WHAT TO WORK ON:
Without pictures, retype the following entries exactly.

Start of DATA SHOWN

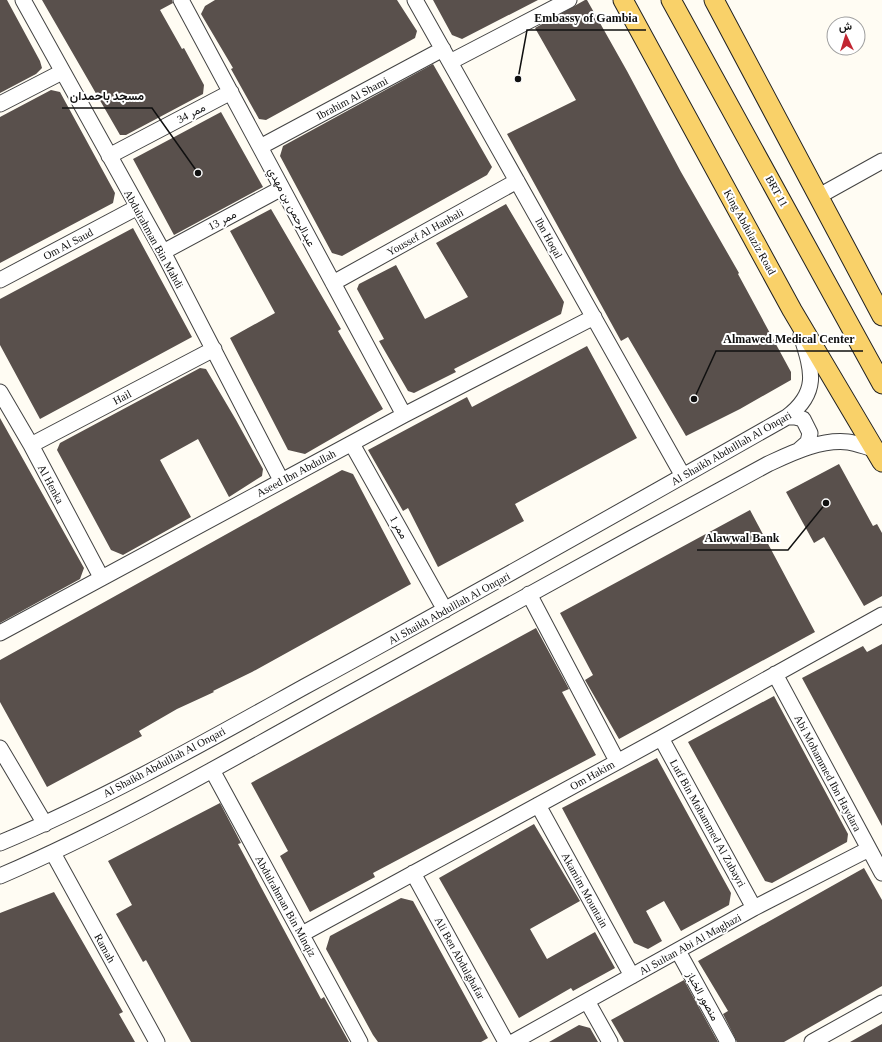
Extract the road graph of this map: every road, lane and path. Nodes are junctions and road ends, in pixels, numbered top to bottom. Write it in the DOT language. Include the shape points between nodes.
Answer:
graph roads {
  1 [pos="23,0"];
  2 [pos="416,0"];
  3 [pos="569,0"];
  4 [pos="623,0"];
  5 [pos="671,0"];
  6 [pos="714,0"];
  7 [pos="187,2"];
  8 [pos="447,55"];
  9 [pos="62,72"];
  10 [pos="231,92"];
  11 [pos="0,104"];
  12 [pos="260,147"];
  13 [pos="109,156"];
  14 [pos="882,161"];
  15 [pos="517,180"];
  16 [pos="282,188"];
  17 [pos="819,196"];
  18 [pos="136,208"];
  19 [pos="162,252"];
  20 [pos="0,280"];
  21 [pos="333,283"];
  22 [pos="792,310"];
  23 [pos="881,313"];
  24 [pos="594,317"];
  25 [pos="214,349"];
  26 [pos="882,384"];
  27 [pos="2,400"];
  28 [pos="404,415"];
  29 [pos="787,417"];
  30 [pos="352,444"];
  31 [pos="31,445"];
  32 [pos="799,450"];
  33 [pos="878,455"];
  34 [pos="683,476"];
  35 [pos="281,480"];
  36 [pos="100,577"];
  37 [pos="529,594"];
  38 [pos="445,610"];
  39 [pos="882,615"];
  40 [pos="0,633"];
  41 [pos="775,674"];
  42 [pos="662,738"];
  43 [pos="0,748"];
  44 [pos="617,761"];
  45 [pos="212,770"];
  46 [pos="538,805"];
  47 [pos="45,824"];
  48 [pos="0,843"];
  49 [pos="869,849"];
  50 [pos="53,853"];
  51 [pos="413,873"];
  52 [pos="882,873"];
  53 [pos="0,876"];
  54 [pos="754,908"];
  55 [pos="302,934"];
  56 [pos="678,951"];
  57 [pos="632,976"];
  58 [pos="587,1001"];
  59 [pos="882,1003"];
  60 [pos="830,1038"];
  61 [pos="157,1042"];
  62 [pos="360,1042"];
  63 [pos="506,1042"];
  64 [pos="513,1042"];
  65 [pos="610,1042"];
  66 [pos="728,1042"];
  67 [pos="812,1042"];
  1 -- 9 [label="street, Abdulrahman Bin Mahdi"];
  2 -- 8 [label="street, Ibn Hoqal"];
  3 -- 8 [label="street, Ibrahim Al Shami"];
  4 -- 22 [label="main road, King Abdulaziz Road"];
  5 -- 26 [label="main road, BRT 11"];
  6 -- 17 [label="main road"];
  7 -- 10 [label="street, عبدالرحمن بن مهدي"];
  8 -- 12 [label="street, Ibrahim Al Shami"];
  8 -- 15 [label="street, Ibn Hoqal"];
  9 -- 11 [label="street"];
  9 -- 13 [label="street, Abdulrahman Bin Mahdi"];
  10 -- 12 [label="street, عبدالرحمن بن مهدي"];
  10 -- 13 [label="street, ممر 34"];
  12 -- 16 [label="street, عبدالرحمن بن مهدي"];
  13 -- 18 [label="street, Abdulrahman Bin Mahdi"];
  14 -- 17 [label="street"];
  15 -- 21 [label="street, Youssef Al Hanbali"];
  15 -- 24 [label="street, Ibn Hoqal"];
  16 -- 19 [label="street, ممر 13"];
  16 -- 21 [label="street, عبدالرحمن بن مهدي"];
  17 -- 23 [label="main road"];
  18 -- 19 [label="street, Abdulrahman Bin Mahdi"];
  18 -- 20 [label="street, Om Al Saud"];
  19 -- 25 [label="street, Abdulrahman Bin Mahdi"];
  21 -- 28 [label="street, عبدالرحمن بن مهدي"];
  22 -- 29 [label="street, Al Shaikh Abdulllah Al Onqari" via="811,365 811,387 806,398"];
  22 -- 33 [label="main road, King Abdulaziz Road"];
  24 -- 28 [label="street, Aseed Ibn Abdullah"];
  24 -- 34 [label="street, Ibn Hoqal"];
  25 -- 31 [label="street, Hail"];
  25 -- 35 [label="street, Abdulrahman Bin Mahdi"];
  27 -- 31 [label="street, Al Henka"];
  28 -- 30 [label="street, Aseed Ibn Abdullah"];
  29 -- 32 [label="street" via="802,419 810,433 808,442"];
  29 -- 34 [label="street, Al Shaikh Abdulllah Al Onqari"];
  30 -- 35 [label="street, Aseed Ibn Abdullah"];
  30 -- 38 [label="street, ممر 1"];
  31 -- 36 [label="street, Al Henka"];
  32 -- 33 [label="street" via="847,442"];
  32 -- 37 [label="street" via="768,464"];
  34 -- 38 [label="street, Al Shaikh Abdulllah Al Onqari"];
  35 -- 36 [label="street, Aseed Ibn Abdullah"];
  36 -- 40 [label="street, Aseed Ibn Abdullah"];
  37 -- 44 [label="street"];
  37 -- 45 [label="street"];
  38 -- 47 [label="street, Al Shaikh Abdulllah Al Onqari" via="201,743"];
  39 -- 41 [label="street, Om Hakim"];
  41 -- 42 [label="street, Om Hakim"];
  41 -- 49 [label="street, Abi Mohammed Ibn Haydara"];
  42 -- 44 [label="street, Om Hakim"];
  42 -- 54 [label="street, Lutf Bin Mohammed Al Zubayri"];
  43 -- 47 [label="street"];
  44 -- 46 [label="street, Om Hakim"];
  45 -- 50 [label="street"];
  45 -- 55 [label="street, Abdulrahman Bin Minqiz"];
  46 -- 51 [label="street, Om Hakim"];
  46 -- 57 [label="street, Akamim Mountain"];
  47 -- 48 [label="street, Al Shaikh Abdulllah Al Onqari"];
  49 -- 52 [label="street, Abi Mohammed Ibn Haydara"];
  49 -- 54 [label="street, Al Sultan Abi Al Maghazi"];
  50 -- 53 [label="street"];
  50 -- 61 [label="street, Ramah"];
  51 -- 55 [label="street, Om Hakim"];
  51 -- 63 [label="street, Ali Ben Abdulghafar"];
  54 -- 56 [label="street, Al Sultan Abi Al Maghazi"];
  55 -- 62 [label="street, Abdulrahman Bin Minqiz"];
  56 -- 57 [label="street, Al Sultan Abi Al Maghazi"];
  56 -- 66 [label="street, منصور الخباز"];
  57 -- 58 [label="street, Al Sultan Abi Al Maghazi"];
  58 -- 64 [label="street, Al Sultan Abi Al Maghazi"];
  58 -- 65 [label="street"];
  59 -- 60 [label="street"];
  60 -- 67 [label="street"];
}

End of DATA SHOWN

OUTPUT BELOW:
Extract the road graph of this map: every road, lane and path. Nodes are junctions and road ends, in pixels, numbered top to bottom. Write it in the DOT language. Include the shape points between nodes.
Answer:
graph roads {
  1 [pos="23,0"];
  2 [pos="416,0"];
  3 [pos="569,0"];
  4 [pos="623,0"];
  5 [pos="671,0"];
  6 [pos="714,0"];
  7 [pos="187,2"];
  8 [pos="447,55"];
  9 [pos="62,72"];
  10 [pos="231,92"];
  11 [pos="0,104"];
  12 [pos="260,147"];
  13 [pos="109,156"];
  14 [pos="882,161"];
  15 [pos="517,180"];
  16 [pos="282,188"];
  17 [pos="819,196"];
  18 [pos="136,208"];
  19 [pos="162,252"];
  20 [pos="0,280"];
  21 [pos="333,283"];
  22 [pos="792,310"];
  23 [pos="881,313"];
  24 [pos="594,317"];
  25 [pos="214,349"];
  26 [pos="882,384"];
  27 [pos="2,400"];
  28 [pos="404,415"];
  29 [pos="787,417"];
  30 [pos="352,444"];
  31 [pos="31,445"];
  32 [pos="799,450"];
  33 [pos="878,455"];
  34 [pos="683,476"];
  35 [pos="281,480"];
  36 [pos="100,577"];
  37 [pos="529,594"];
  38 [pos="445,610"];
  39 [pos="882,615"];
  40 [pos="0,633"];
  41 [pos="775,674"];
  42 [pos="662,738"];
  43 [pos="0,748"];
  44 [pos="617,761"];
  45 [pos="212,770"];
  46 [pos="538,805"];
  47 [pos="45,824"];
  48 [pos="0,843"];
  49 [pos="869,849"];
  50 [pos="53,853"];
  51 [pos="413,873"];
  52 [pos="882,873"];
  53 [pos="0,876"];
  54 [pos="754,908"];
  55 [pos="302,934"];
  56 [pos="678,951"];
  57 [pos="632,976"];
  58 [pos="587,1001"];
  59 [pos="882,1003"];
  60 [pos="830,1038"];
  61 [pos="157,1042"];
  62 [pos="360,1042"];
  63 [pos="506,1042"];
  64 [pos="513,1042"];
  65 [pos="610,1042"];
  66 [pos="728,1042"];
  67 [pos="812,1042"];
  1 -- 9 [label="street, Abdulrahman Bin Mahdi"];
  2 -- 8 [label="street, Ibn Hoqal"];
  3 -- 8 [label="street, Ibrahim Al Shami"];
  4 -- 22 [label="main road, King Abdulaziz Road"];
  5 -- 26 [label="main road, BRT 11"];
  6 -- 17 [label="main road"];
  7 -- 10 [label="street, عبدالرحمن بن مهدي"];
  8 -- 12 [label="street, Ibrahim Al Shami"];
  8 -- 15 [label="street, Ibn Hoqal"];
  9 -- 11 [label="street"];
  9 -- 13 [label="street, Abdulrahman Bin Mahdi"];
  10 -- 12 [label="street, عبدالرحمن بن مهدي"];
  10 -- 13 [label="street, ممر 34"];
  12 -- 16 [label="street, عبدالرحمن بن مهدي"];
  13 -- 18 [label="street, Abdulrahman Bin Mahdi"];
  14 -- 17 [label="street"];
  15 -- 21 [label="street, Youssef Al Hanbali"];
  15 -- 24 [label="street, Ibn Hoqal"];
  16 -- 19 [label="street, ممر 13"];
  16 -- 21 [label="street, عبدالرحمن بن مهدي"];
  17 -- 23 [label="main road"];
  18 -- 19 [label="street, Abdulrahman Bin Mahdi"];
  18 -- 20 [label="street, Om Al Saud"];
  19 -- 25 [label="street, Abdulrahman Bin Mahdi"];
  21 -- 28 [label="street, عبدالرحمن بن مهدي"];
  22 -- 29 [label="street, Al Shaikh Abdulllah Al Onqari" via="811,365 811,387 806,398"];
  22 -- 33 [label="main road, King Abdulaziz Road"];
  24 -- 28 [label="street, Aseed Ibn Abdullah"];
  24 -- 34 [label="street, Ibn Hoqal"];
  25 -- 31 [label="street, Hail"];
  25 -- 35 [label="street, Abdulrahman Bin Mahdi"];
  27 -- 31 [label="street, Al Henka"];
  28 -- 30 [label="street, Aseed Ibn Abdullah"];
  29 -- 32 [label="street" via="802,419 810,433 808,442"];
  29 -- 34 [label="street, Al Shaikh Abdulllah Al Onqari"];
  30 -- 35 [label="street, Aseed Ibn Abdullah"];
  30 -- 38 [label="street, ممر 1"];
  31 -- 36 [label="street, Al Henka"];
  32 -- 33 [label="street" via="847,442"];
  32 -- 37 [label="street" via="768,464"];
  34 -- 38 [label="street, Al Shaikh Abdulllah Al Onqari"];
  35 -- 36 [label="street, Aseed Ibn Abdullah"];
  36 -- 40 [label="street, Aseed Ibn Abdullah"];
  37 -- 44 [label="street"];
  37 -- 45 [label="street"];
  38 -- 47 [label="street, Al Shaikh Abdulllah Al Onqari" via="201,743"];
  39 -- 41 [label="street, Om Hakim"];
  41 -- 42 [label="street, Om Hakim"];
  41 -- 49 [label="street, Abi Mohammed Ibn Haydara"];
  42 -- 44 [label="street, Om Hakim"];
  42 -- 54 [label="street, Lutf Bin Mohammed Al Zubayri"];
  43 -- 47 [label="street"];
  44 -- 46 [label="street, Om Hakim"];
  45 -- 50 [label="street"];
  45 -- 55 [label="street, Abdulrahman Bin Minqiz"];
  46 -- 51 [label="street, Om Hakim"];
  46 -- 57 [label="street, Akamim Mountain"];
  47 -- 48 [label="street, Al Shaikh Abdulllah Al Onqari"];
  49 -- 52 [label="street, Abi Mohammed Ibn Haydara"];
  49 -- 54 [label="street, Al Sultan Abi Al Maghazi"];
  50 -- 53 [label="street"];
  50 -- 61 [label="street, Ramah"];
  51 -- 55 [label="street, Om Hakim"];
  51 -- 63 [label="street, Ali Ben Abdulghafar"];
  54 -- 56 [label="street, Al Sultan Abi Al Maghazi"];
  55 -- 62 [label="street, Abdulrahman Bin Minqiz"];
  56 -- 57 [label="street, Al Sultan Abi Al Maghazi"];
  56 -- 66 [label="street, منصور الخباز"];
  57 -- 58 [label="street, Al Sultan Abi Al Maghazi"];
  58 -- 64 [label="street, Al Sultan Abi Al Maghazi"];
  58 -- 65 [label="street"];
  59 -- 60 [label="street"];
  60 -- 67 [label="street"];
}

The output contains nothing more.